Cops now have software programs that “use algorithms to analyze surveillance, GPS coordinates, and crime data to pinpoint specific areas where, and specific people who, might at some point commit a crime.”

The software gathers and stores information about crimes, including locations and known associations between people who have committed past crimes, analyzes this information, and then produces a list of people who might commit a crime in the future.

For example, if you have a criminal record, live in an area with high crime rates and post on social media about smoking marijuana, your name could be spit out by the software and police could show up at your door.

Chicago police have been using their “heat list,” which is comprised of the people in the city supposedly most likely to be involved in a crime based on their data, to conduct “preventative visits” to the mostly African-American male list.

Critics of this “predictive policing,” now employed by over 70 percent of police departments, argue the technology lends itself to racial profiling and invasions of privacy. Ezekiel Edwards, the director of the Criminal Law Reform Project for the ACLU, says the policies tend to legitimize police profiling of racial minorities.

“Our concern is guilt by association,” Mr. Edwards said. “Because you live in a certain neighborhood or hang out with certain people, we are now going to be suspicious of you and treat you differently, not because you have committed a crime or because we have information that allows us to arrest you, but because our predictive tool shows us you might commit a crime at some point in the future.

See also: The police forces of the future

These technologies are only as aggressive as those that use them, but if the past year in police militarization has given us any clues, police violation of privacy and human rights will only become more extensive.

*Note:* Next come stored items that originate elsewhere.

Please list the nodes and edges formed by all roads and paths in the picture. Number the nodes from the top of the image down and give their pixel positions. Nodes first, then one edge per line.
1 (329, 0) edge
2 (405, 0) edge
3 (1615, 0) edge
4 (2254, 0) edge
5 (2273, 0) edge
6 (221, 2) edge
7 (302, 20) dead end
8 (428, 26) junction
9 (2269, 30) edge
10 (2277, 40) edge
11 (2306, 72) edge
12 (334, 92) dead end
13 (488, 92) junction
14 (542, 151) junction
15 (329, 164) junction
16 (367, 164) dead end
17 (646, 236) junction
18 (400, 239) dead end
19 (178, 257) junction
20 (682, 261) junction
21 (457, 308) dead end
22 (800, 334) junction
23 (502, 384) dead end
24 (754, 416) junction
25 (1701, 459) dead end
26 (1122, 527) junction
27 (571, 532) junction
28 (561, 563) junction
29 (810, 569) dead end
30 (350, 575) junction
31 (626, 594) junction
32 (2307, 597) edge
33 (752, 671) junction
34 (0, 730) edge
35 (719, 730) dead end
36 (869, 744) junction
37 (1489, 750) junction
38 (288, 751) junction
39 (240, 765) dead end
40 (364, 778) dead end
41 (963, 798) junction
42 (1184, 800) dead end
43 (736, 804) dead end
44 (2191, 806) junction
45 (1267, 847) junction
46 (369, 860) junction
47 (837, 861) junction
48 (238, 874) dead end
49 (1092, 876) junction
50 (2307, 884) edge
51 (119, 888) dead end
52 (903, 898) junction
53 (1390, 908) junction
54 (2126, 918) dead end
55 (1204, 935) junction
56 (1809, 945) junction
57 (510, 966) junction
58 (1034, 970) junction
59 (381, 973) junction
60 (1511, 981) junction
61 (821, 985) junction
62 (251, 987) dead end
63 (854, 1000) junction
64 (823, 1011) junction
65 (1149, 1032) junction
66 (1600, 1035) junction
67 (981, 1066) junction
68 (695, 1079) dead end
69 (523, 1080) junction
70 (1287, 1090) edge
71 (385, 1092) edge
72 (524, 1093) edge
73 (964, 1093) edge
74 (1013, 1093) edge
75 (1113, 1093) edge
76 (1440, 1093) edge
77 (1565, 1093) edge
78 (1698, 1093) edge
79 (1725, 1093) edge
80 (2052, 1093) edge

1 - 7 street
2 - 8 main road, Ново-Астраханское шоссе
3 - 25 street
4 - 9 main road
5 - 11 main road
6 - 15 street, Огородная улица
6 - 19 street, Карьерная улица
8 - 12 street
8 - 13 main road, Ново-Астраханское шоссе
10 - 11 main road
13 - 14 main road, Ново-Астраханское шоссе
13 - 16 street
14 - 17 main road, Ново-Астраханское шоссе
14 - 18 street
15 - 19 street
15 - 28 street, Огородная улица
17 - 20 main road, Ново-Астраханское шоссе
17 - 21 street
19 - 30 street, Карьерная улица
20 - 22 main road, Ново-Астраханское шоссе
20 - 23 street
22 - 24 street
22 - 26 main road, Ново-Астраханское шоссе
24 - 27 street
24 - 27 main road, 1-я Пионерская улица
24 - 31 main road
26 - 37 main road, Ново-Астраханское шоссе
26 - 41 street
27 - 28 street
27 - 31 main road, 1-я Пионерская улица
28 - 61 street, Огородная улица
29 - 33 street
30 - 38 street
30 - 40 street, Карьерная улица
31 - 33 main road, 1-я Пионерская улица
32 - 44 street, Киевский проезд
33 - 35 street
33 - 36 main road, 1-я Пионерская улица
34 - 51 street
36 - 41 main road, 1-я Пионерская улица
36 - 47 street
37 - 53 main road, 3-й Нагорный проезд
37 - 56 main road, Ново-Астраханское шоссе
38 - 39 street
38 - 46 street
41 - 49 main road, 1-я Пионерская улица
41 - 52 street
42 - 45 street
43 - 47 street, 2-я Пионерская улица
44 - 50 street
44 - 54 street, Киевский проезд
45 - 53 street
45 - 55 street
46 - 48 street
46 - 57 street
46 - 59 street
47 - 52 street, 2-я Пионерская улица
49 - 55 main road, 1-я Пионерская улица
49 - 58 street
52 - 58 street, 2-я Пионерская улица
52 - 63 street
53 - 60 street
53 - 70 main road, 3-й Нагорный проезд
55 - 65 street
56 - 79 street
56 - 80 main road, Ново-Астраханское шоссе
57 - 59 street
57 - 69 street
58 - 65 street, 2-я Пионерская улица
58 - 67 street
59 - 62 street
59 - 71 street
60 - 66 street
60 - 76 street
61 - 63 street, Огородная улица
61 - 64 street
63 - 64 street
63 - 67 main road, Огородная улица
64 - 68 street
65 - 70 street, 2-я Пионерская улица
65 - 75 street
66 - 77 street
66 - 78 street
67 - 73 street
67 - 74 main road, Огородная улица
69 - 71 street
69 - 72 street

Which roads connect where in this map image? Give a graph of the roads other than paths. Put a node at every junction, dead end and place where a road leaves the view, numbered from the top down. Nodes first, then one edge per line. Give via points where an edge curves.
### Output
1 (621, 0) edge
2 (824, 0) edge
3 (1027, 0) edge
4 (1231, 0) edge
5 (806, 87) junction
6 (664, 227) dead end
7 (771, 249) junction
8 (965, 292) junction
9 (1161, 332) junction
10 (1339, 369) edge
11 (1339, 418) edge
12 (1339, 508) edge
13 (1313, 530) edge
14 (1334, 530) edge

The usual policy is to not only adopt new, military-grade technology without public consent, regardless of moral implications, but also to do so in complete secrecy and to deny the true nature of this technology even after the public objects.

After 15 years of war-time technologies increasingly finding their way onto the streets of America, this pattern throughout police departments begs the questions, “Where will the invasions of privacy end?” and “What could possibly be next?”